Ten Best Practices to Ensure Transparency in Medicine Pricing: A Pathway to Affordable Healthcare

By Baha'a Al Armouti

Jun 17, 2023

Pricing transparency of medicines is an increasingly pressing issue globally. It has significant implications for healthcare affordability, equity, and access. Here are some best practices procedures that could be employed to ensure pricing transparency:

  1. Public Reporting of Drug Prices: Countries should mandate the public reporting of prices paid by various purchasers for each medicine. This includes government programs, private insurers, and patients.

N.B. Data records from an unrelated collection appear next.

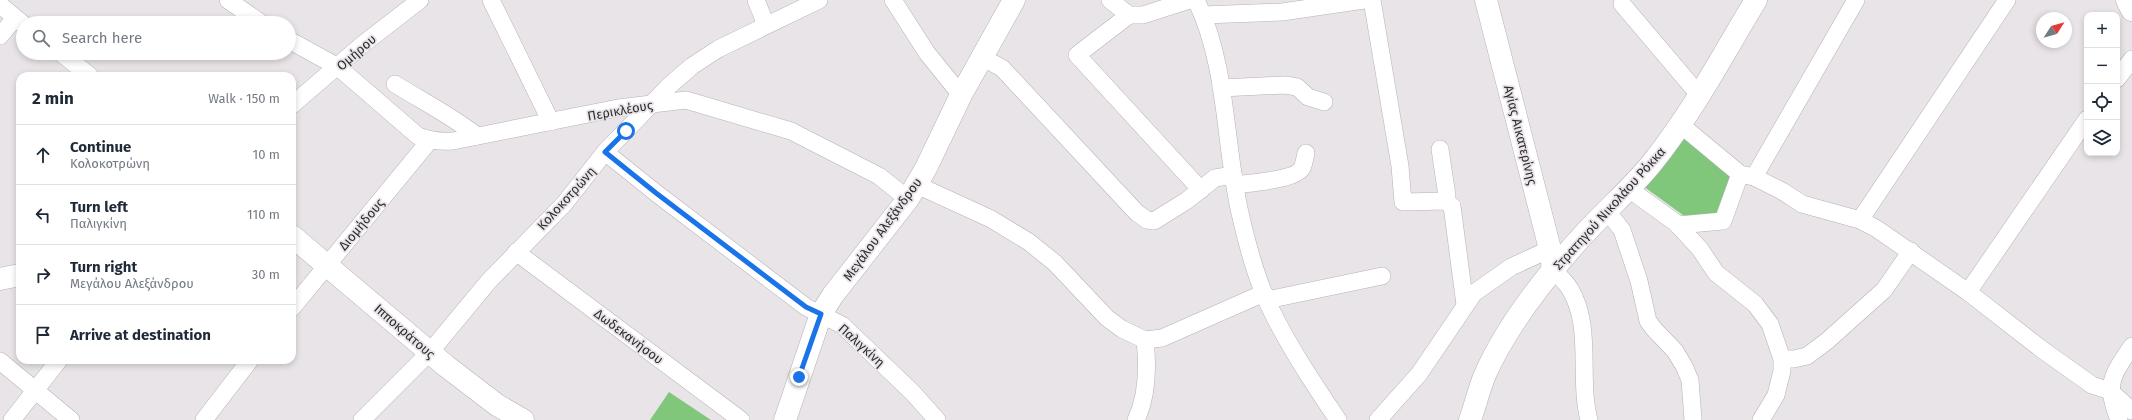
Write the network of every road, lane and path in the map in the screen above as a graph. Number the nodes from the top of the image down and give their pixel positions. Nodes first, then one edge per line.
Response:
1 (228, 0) edge
2 (420, 0) edge
3 (491, 0) edge
4 (756, 0) edge
5 (819, 0) edge
6 (893, 0) edge
7 (1014, 0) edge
8 (1110, 0) edge
9 (1190, 0) edge
10 (1196, 0) edge
11 (1364, 0) edge
12 (1372, 0) edge
13 (1486, 0) edge
14 (1756, 0) edge
15 (1856, 0) edge
16 (2007, 0) edge
17 (2127, 0) edge
18 (1622, 4) dead end
19 (0, 5) edge
20 (2132, 10) edge
21 (1129, 15) junction
22 (1203, 15) junction
23 (251, 16) edge
24 (16, 18) edge
25 (16, 23) edge
26 (766, 25) junction
27 (0, 36) edge
28 (296, 44) edge
29 (983, 58) junction
30 (2132, 59) edge
31 (70, 60) edge
32 (338, 67) junction
33 (85, 72) edge
34 (2120, 75) edge
35 (395, 84) dead end
36 (1221, 88) junction
37 (961, 95) junction
38 (1700, 96) junction
39 (296, 102) edge
40 (1324, 102) dead end
41 (653, 104) junction
42 (2086, 120) edge
43 (551, 122) junction
44 (1681, 125) junction
45 (477, 136) junction
46 (430, 140) junction
47 (1440, 149) dead end
48 (605, 152) junction
49 (1306, 153) dead end
50 (1747, 175) junction
51 (1234, 180) junction
52 (1629, 189) junction
53 (1201, 190) junction
54 (912, 192) junction
55 (1445, 201) junction
56 (1607, 210) junction
57 (1860, 220) junction
58 (1678, 225) junction
59 (296, 239) edge
60 (1550, 249) junction
61 (516, 252) junction
62 (1911, 252) junction
63 (327, 264) junction
64 (1553, 270) junction
65 (16, 276) edge
66 (1382, 276) dead end
67 (0, 279) edge
68 (1968, 292) junction
69 (1265, 296) junction
70 (296, 303) edge
71 (1465, 304) junction
72 (821, 314) junction
73 (1146, 340) junction
74 (2132, 346) edge
75 (430, 352) junction
76 (1782, 359) junction
77 (0, 361) edge
78 (56, 364) edge
79 (247, 364) edge
80 (35, 390) junction
81 (2110, 391) junction
82 (2132, 411) edge
83 (12, 420) edge
84 (71, 420) edge
85 (204, 420) edge
86 (362, 420) edge
87 (523, 420) edge
88 (742, 420) edge
89 (785, 420) edge
90 (937, 420) edge
91 (1136, 420) edge
92 (1338, 420) edge
93 (1378, 420) edge
94 (1470, 420) edge
95 (1589, 420) edge
96 (1693, 420) edge
97 (1761, 420) edge
98 (2119, 420) edge

1 - 23 street
2 - 32 street, Ομήρου
3 - 43 street
4 - 26 street
5 - 26 street, Κολοκοτρώνη
6 - 37 street
7 - 29 street, Μεγάλου Αλεξάνδρου
8 - 21 street
9 - 21 street
10 - 22 street
11 - 22 street
12 - 55 street
13 - 60 street, Αγίας Αικατερίνης
14 - 38 street, Στρατηγού Νικολάου Ρόκκα
15 - 50 street
16 - 57 street
17 - 20 street
18 - 38 street
19 - 24 street
21 - 53 street
22 - 36 street
25 - 27 street
26 - 41 street, Κολοκοτρώνη
28 - 32 street, Περικλέους
29 - 37 street, Μεγάλου Αλεξάνδρου
29 - 53 street
30 - 34 street
31 - 33 street
32 - 39 street, Ομήρου
32 - 46 street, Περικλέους
35 - 45 street
36 - 40 street
36 - 51 street
37 - 54 street, Μεγάλου Αλεξάνδρου
38 - 44 street, Στρατηγού Νικολάου Ρόκκα
41 - 43 street, Περικλέους
41 - 48 street, Κολοκοτρώνη
41 - 54 street, Περικλέους
42 - 68 street
43 - 45 street, Περικλέους
44 - 50 street
44 - 52 street, Στρατηγού Νικολάου Ρόκκα
45 - 46 street, Περικλέους
46 - 63 street, Διομήδους
47 - 55 street
48 - 61 street, Κολοκοτρώνη
48 - 72 street, Παλιγκίνη
49 - 51 street
50 - 57 street
50 - 58 street
51 - 53 street
51 - 69 street
52 - 56 street, Στρατηγού Νικολάου Ρόκκα
52 - 58 street
54 - 72 street, Μεγάλου Αλεξάνδρου
54 - 73 street, Περικλέους
55 - 71 street
56 - 64 street, Στρατηγού Νικολάου Ρόκκα
56 - 96 street
57 - 62 street
58 - 76 street
59 - 63 street, Ιπποκράτους
60 - 64 street, Αγίας Αικατερίνης
60 - 71 street
61 - 75 street, Κολοκοτρώνη
61 - 88 street, Δωδεκανήσου
62 - 68 street
62 - 76 street
63 - 70 street, Διομήδους
63 - 75 street, Ιπποκράτους
64 - 94 street, Στρατηγού Νικολάου Ρόκκα
64 - 95 street
65 - 67 street
66 - 69 street
68 - 81 street
69 - 73 street
69 - 92 street
71 - 93 street
72 - 89 street, Μεγάλου Αλεξάνδρου
72 - 90 street, Παλιγκίνη
73 - 91 street
74 - 81 street
75 - 86 street, Κολοκοτρώνη
75 - 87 street, Ιπποκράτους
76 - 97 street
77 - 80 street
78 - 80 street
79 - 85 street
80 - 83 street
80 - 84 street
81 - 82 street
81 - 98 street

Pharmaceutical companies should also disclose the prices at which they sell medicines to wholesalers and pharmacies.


  2. Transparency in Pricing Process: There should be clarity on how drug prices are set, including the cost of research and development, manufacturing, marketing, and distribution. Pharmaceutical companies should also disclose any public subsidies or tax credits they receive.

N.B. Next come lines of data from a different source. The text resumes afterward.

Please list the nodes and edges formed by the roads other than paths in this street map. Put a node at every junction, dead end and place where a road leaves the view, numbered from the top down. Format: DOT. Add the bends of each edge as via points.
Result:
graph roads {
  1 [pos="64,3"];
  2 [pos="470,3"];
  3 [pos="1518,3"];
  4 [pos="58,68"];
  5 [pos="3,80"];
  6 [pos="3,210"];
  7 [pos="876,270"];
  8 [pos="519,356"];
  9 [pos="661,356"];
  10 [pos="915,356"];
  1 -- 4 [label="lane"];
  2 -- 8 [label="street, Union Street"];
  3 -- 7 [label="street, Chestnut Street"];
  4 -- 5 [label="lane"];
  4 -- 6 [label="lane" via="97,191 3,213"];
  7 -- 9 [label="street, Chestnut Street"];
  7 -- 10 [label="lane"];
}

  3. Pharmacoeconomic Evaluation: This involves assessing the cost-effectiveness of medicines. Countries should require manufacturers to provide evidence of a drug's additional benefit compared to existing treatments as part of the price setting process.


  4. Public Reporting of Research and Development Costs: Pharmaceutical companies should disclose the costs of researching and developing new drugs, including costs for clinical trials.

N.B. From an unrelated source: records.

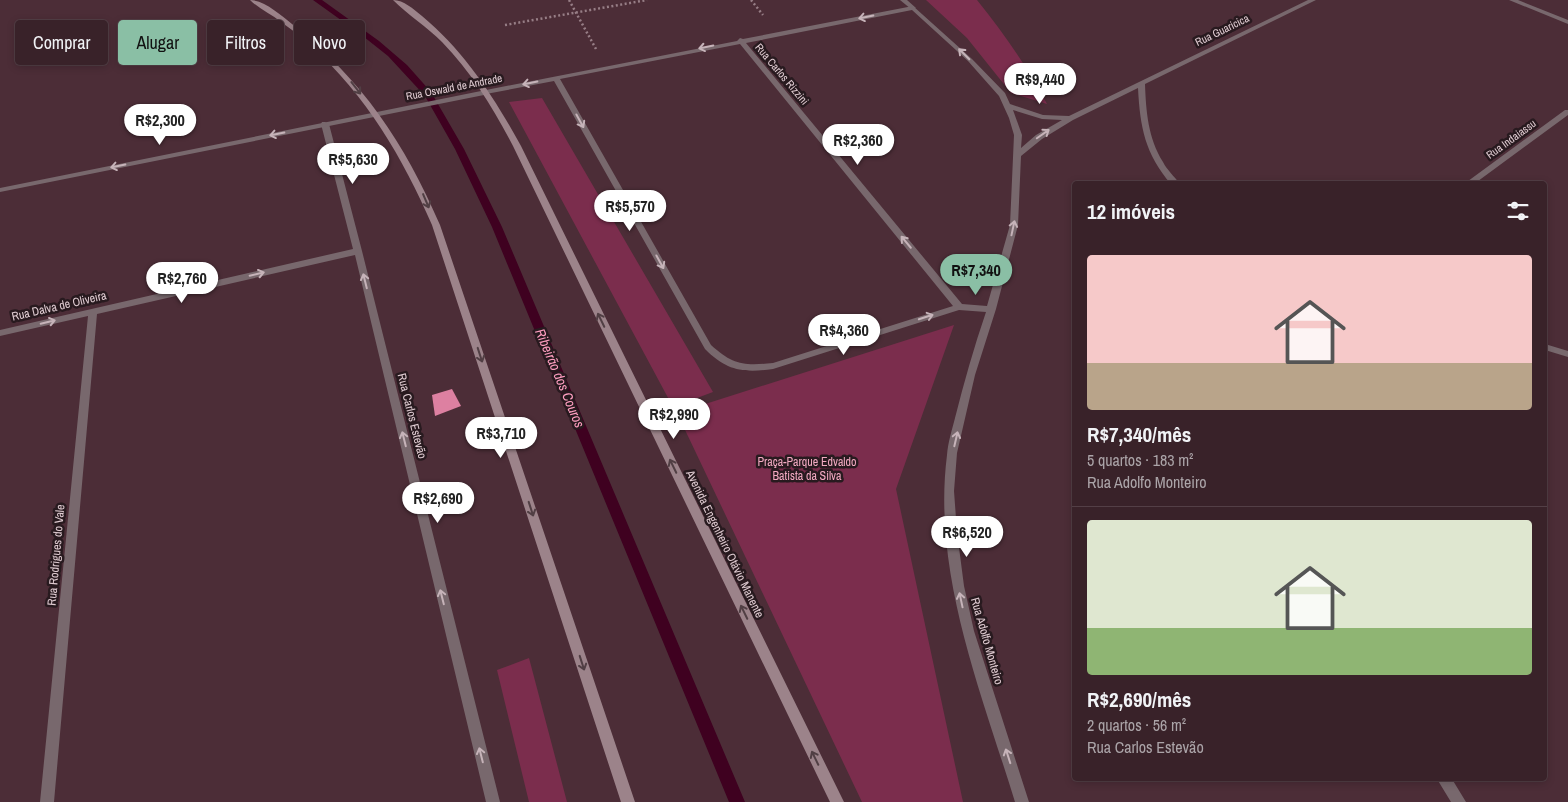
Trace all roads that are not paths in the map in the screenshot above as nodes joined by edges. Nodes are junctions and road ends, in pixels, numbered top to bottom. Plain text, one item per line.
1 (252, 0) edge
2 (396, 0) edge
3 (903, 0) edge
4 (1313, 0) edge
5 (1512, 0) edge
6 (914, 8) junction
7 (1568, 22) edge
8 (740, 40) junction
9 (556, 78) junction
10 (1141, 83) junction
11 (486, 92) junction
12 (1008, 106) junction
13 (1568, 112) edge
14 (375, 114) junction
15 (1070, 118) junction
16 (325, 124) junction
17 (1018, 155) junction
18 (1173, 181) edge
19 (1472, 181) edge
20 (0, 190) edge
21 (358, 251) junction
22 (959, 306) junction
23 (991, 309) junction
24 (93, 312) junction
25 (0, 333) edge
26 (1547, 348) edge
27 (1568, 354) edge
28 (1445, 781) edge
29 (47, 802) edge
30 (493, 802) edge
31 (628, 802) edge
32 (837, 802) edge
33 (1022, 802) edge
34 (1458, 802) edge

1 -> 14 main road
2 - 11 main road, Avenida Engenheiro Otávio Manente
3 - 6 street, Rua Adolfo Monteiro
4 - 10 street, Rua Guaricica
5 - 7 street
6 -> 8 street, Rua Oswald de Andrade
12 -> 6 street, Rua Adolfo Monteiro
8 -> 9 street, Rua Oswald de Andrade
22 -> 8 street, Rua Carlos Rizzini
9 -> 11 street, Rua Oswald de Andrade
9 -> 22 street
10 - 15 street, Rua Guaricica
10 - 18 street
11 - 14 street, Rua Oswald de Andrade
32 -> 11 main road, Avenida Engenheiro Otávio Manente
12 - 15 street
12 - 17 street, Rua Adolfo Monteiro
13 - 19 street, Rua Indaiassu
14 - 16 street, Rua Oswald de Andrade
14 -> 31 main road
17 -> 15 street
16 -> 20 street, Rua Oswald de Andrade
16 - 21 street, Rua Carlos Estevão
23 -> 17 street, Rua Adolfo Monteiro
24 -> 21 street, Rua Dalva de Oliveira
30 -> 21 street, Rua Carlos Estevão
22 - 23 street
33 -> 23 street, Rua Adolfo Monteiro
25 -> 24 street, Rua Dalva de Oliveira
24 - 29 street, Rua Rodrigues do Vale
26 - 27 street
28 - 34 street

  5. Regulate Pharmaceutical Advertising: Misleading advertising can lead to the overuse of expensive medicines. Regulation can help ensure that promotional activities don't influence drug prices unfairly.


  6. External Reference Pricing (ERP): ERP refers to the practice of using the price of a medicine in one or several countries to derive a benchmark or reference price for the purposes of setting or negotiating the price of the product in a given country.


  7. Internal Reference Pricing (IRP): This refers to the comparison of prices of different brands of the same medicine within a country, allowing authorities to set a benchmark price.


  8. Health Technology Assessment (HTA): HTA is a multidisciplinary process that summarizes information about the medical, social, economic and ethical issues related to the use of a health technology in a systematic, transparent, unbiased, robust manner, to inform policy decision making.


  9. Collect and Share Information: Governments should collect and share data on pharmaceutical sales, prices, and utilization, and make this data publicly available.


  10. Strengthen Generic and Biosimilar Markets: Policies should encourage competition from generic and biosimilar medicines, which can help to lower prices.

Implementing these procedures can make the pricing process more transparent, fair, and in the best interests of public health. However, it requires collective efforts from governments, pharmaceutical companies, healthcare providers, insurers, and patients.